What was it the doctor had said? Again and again those parting words came back to her. The father should be summoned. But to summon him, to reveal her hiding-place, and then have her darling taken from her, saved from the grasp of death only to be torn from her by his pitiless unforgiving father! No thought of what Daniel Granger had been to her in all the days of her married life arose to comfort or reassure her. She only thought of him as he had been after that fatal meeting in her brother's painting-room; and she hoped for no mercy from him.

"And even if I were willing to send for him, I don't know where he is," she said at last helplessly.

Jane Target urged her to summon him.

"If you was to send a telegraft to the Court, mum, Miss Granger is pretty sure to be there, and she'd send to her pa, wherever he was."

Clarissa shivered. Send to Miss Granger! suffer those cold eyes to see the depth of her humiliation! That would be hard to endure. Yet what did anything in the world matter to her when her boy was in jeopardy?

"We shall save him, Jane," she said with a desperate hopefulness, clasping her hands and bending down to kiss the troubled little one, who had brief snatches of sleep now and then in weary hours of restlessness. "We shall save him. The doctor said so."

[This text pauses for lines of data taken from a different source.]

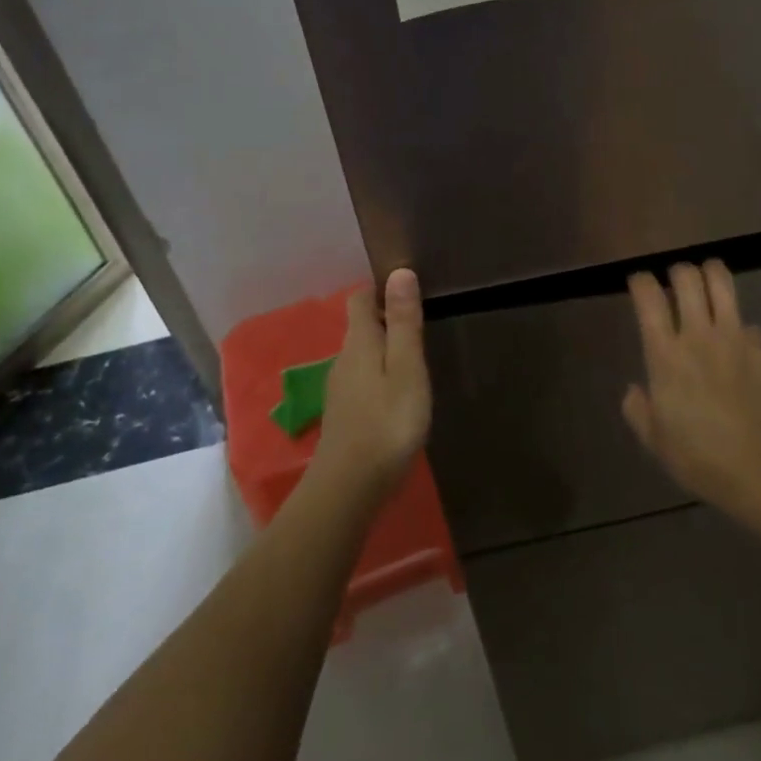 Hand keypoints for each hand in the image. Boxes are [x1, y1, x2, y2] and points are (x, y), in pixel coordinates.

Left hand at [312, 269, 432, 501]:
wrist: (349, 488)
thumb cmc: (386, 422)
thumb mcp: (406, 368)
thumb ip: (403, 322)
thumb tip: (400, 272)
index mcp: (359, 342)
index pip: (361, 299)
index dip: (380, 289)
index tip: (407, 288)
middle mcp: (343, 359)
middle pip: (361, 326)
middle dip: (386, 318)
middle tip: (420, 320)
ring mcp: (340, 389)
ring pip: (361, 355)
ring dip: (384, 349)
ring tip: (415, 356)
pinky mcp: (344, 415)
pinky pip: (362, 380)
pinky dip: (379, 375)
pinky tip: (398, 393)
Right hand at [623, 261, 760, 512]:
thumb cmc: (701, 458)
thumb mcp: (655, 441)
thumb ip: (638, 410)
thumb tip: (635, 391)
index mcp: (666, 354)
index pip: (648, 297)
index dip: (640, 280)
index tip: (638, 282)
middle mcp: (699, 335)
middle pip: (687, 277)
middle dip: (677, 271)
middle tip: (675, 283)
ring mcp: (737, 338)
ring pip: (723, 283)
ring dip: (711, 274)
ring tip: (707, 281)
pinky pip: (751, 326)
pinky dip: (742, 330)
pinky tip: (742, 349) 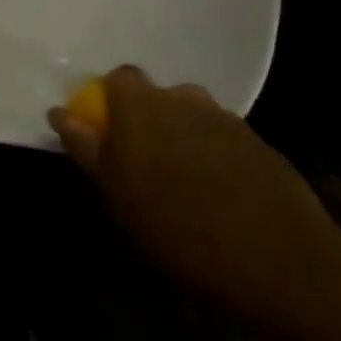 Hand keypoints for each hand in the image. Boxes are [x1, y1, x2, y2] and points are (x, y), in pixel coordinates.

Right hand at [50, 66, 340, 322]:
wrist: (280, 261)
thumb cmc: (180, 229)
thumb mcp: (118, 195)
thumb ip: (87, 146)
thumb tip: (60, 112)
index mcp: (141, 105)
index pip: (118, 79)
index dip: (111, 102)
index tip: (109, 136)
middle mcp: (181, 98)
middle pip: (156, 97)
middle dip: (148, 121)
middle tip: (146, 166)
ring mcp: (224, 117)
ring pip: (190, 116)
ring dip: (182, 136)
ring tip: (185, 181)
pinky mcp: (257, 142)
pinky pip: (221, 138)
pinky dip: (214, 155)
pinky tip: (220, 194) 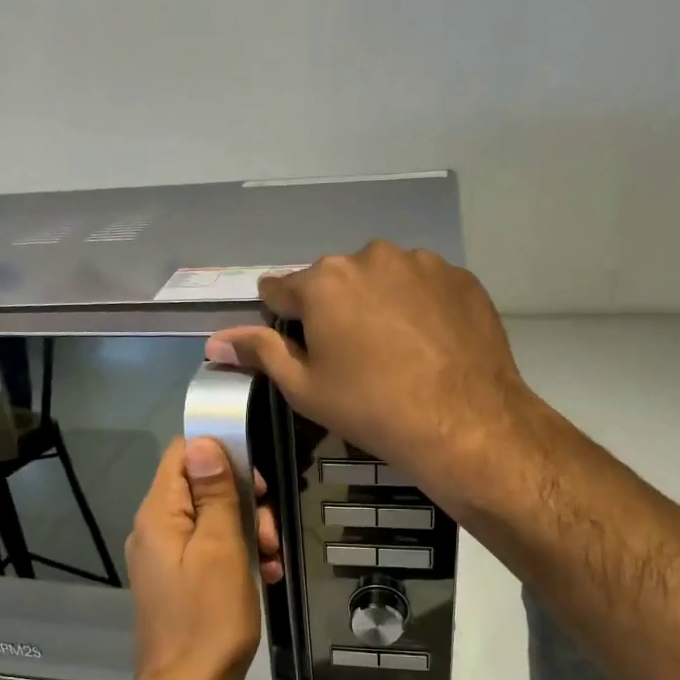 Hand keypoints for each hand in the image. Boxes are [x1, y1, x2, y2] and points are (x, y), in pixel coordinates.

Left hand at [125, 437, 264, 679]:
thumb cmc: (209, 619)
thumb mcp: (221, 548)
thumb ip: (214, 494)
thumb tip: (204, 442)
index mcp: (159, 514)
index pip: (182, 454)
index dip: (221, 455)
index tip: (256, 482)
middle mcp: (155, 529)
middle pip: (201, 487)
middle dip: (244, 501)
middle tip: (270, 532)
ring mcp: (165, 557)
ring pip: (211, 520)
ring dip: (248, 531)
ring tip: (272, 559)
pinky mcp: (178, 581)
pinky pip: (209, 551)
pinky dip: (238, 556)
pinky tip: (264, 575)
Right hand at [206, 240, 530, 510]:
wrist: (464, 422)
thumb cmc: (370, 408)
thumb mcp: (304, 388)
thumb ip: (260, 353)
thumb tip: (215, 341)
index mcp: (323, 282)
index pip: (281, 288)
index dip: (281, 316)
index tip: (295, 342)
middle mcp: (370, 256)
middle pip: (335, 280)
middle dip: (334, 309)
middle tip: (350, 357)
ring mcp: (421, 262)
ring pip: (382, 279)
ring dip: (377, 304)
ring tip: (394, 351)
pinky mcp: (460, 277)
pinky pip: (424, 286)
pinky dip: (418, 307)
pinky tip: (428, 344) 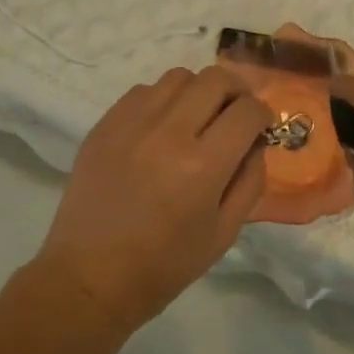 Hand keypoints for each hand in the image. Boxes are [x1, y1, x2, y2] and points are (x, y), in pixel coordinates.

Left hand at [35, 67, 273, 331]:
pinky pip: (143, 91)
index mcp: (202, 166)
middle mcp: (168, 133)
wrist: (90, 276)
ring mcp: (131, 123)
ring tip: (196, 118)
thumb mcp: (224, 233)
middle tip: (235, 114)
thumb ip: (249, 181)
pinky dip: (162, 100)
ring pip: (178, 77)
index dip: (263, 115)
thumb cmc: (164, 265)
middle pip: (215, 79)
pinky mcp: (105, 124)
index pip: (247, 111)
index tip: (260, 128)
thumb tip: (255, 142)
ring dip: (198, 91)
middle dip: (236, 92)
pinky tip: (160, 127)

"God grant we may, mum! But the doctor didn't say for certain—he only said he hoped; and it would be so much better to send for master. It seems a kind of crime not to let him know; and if the poor dear should grow worse—"

"He will not grow worse!" cried Clarissa hysterically. "What, Jane! are you against me? Do you want me to be robbed of him, as his father would rob me without mercy? No, I will keep him, I will keep him! Nothing but death shall take him from me."

Later in the evening, restless with the restlessness of a soul tormented by fear, Clarissa began to grow uneasy about her letter to Dr. Ormond. It might miscarry in going through the postoffice. She was not quite sure that it had been properly directed, her mind had been so bewildered when she wrote it. Or Dr. Ormond might have engagements next morning, and might not be able to come. She was seized with a nervous anxiety about this.

"If there were any one I could send with another note," she said.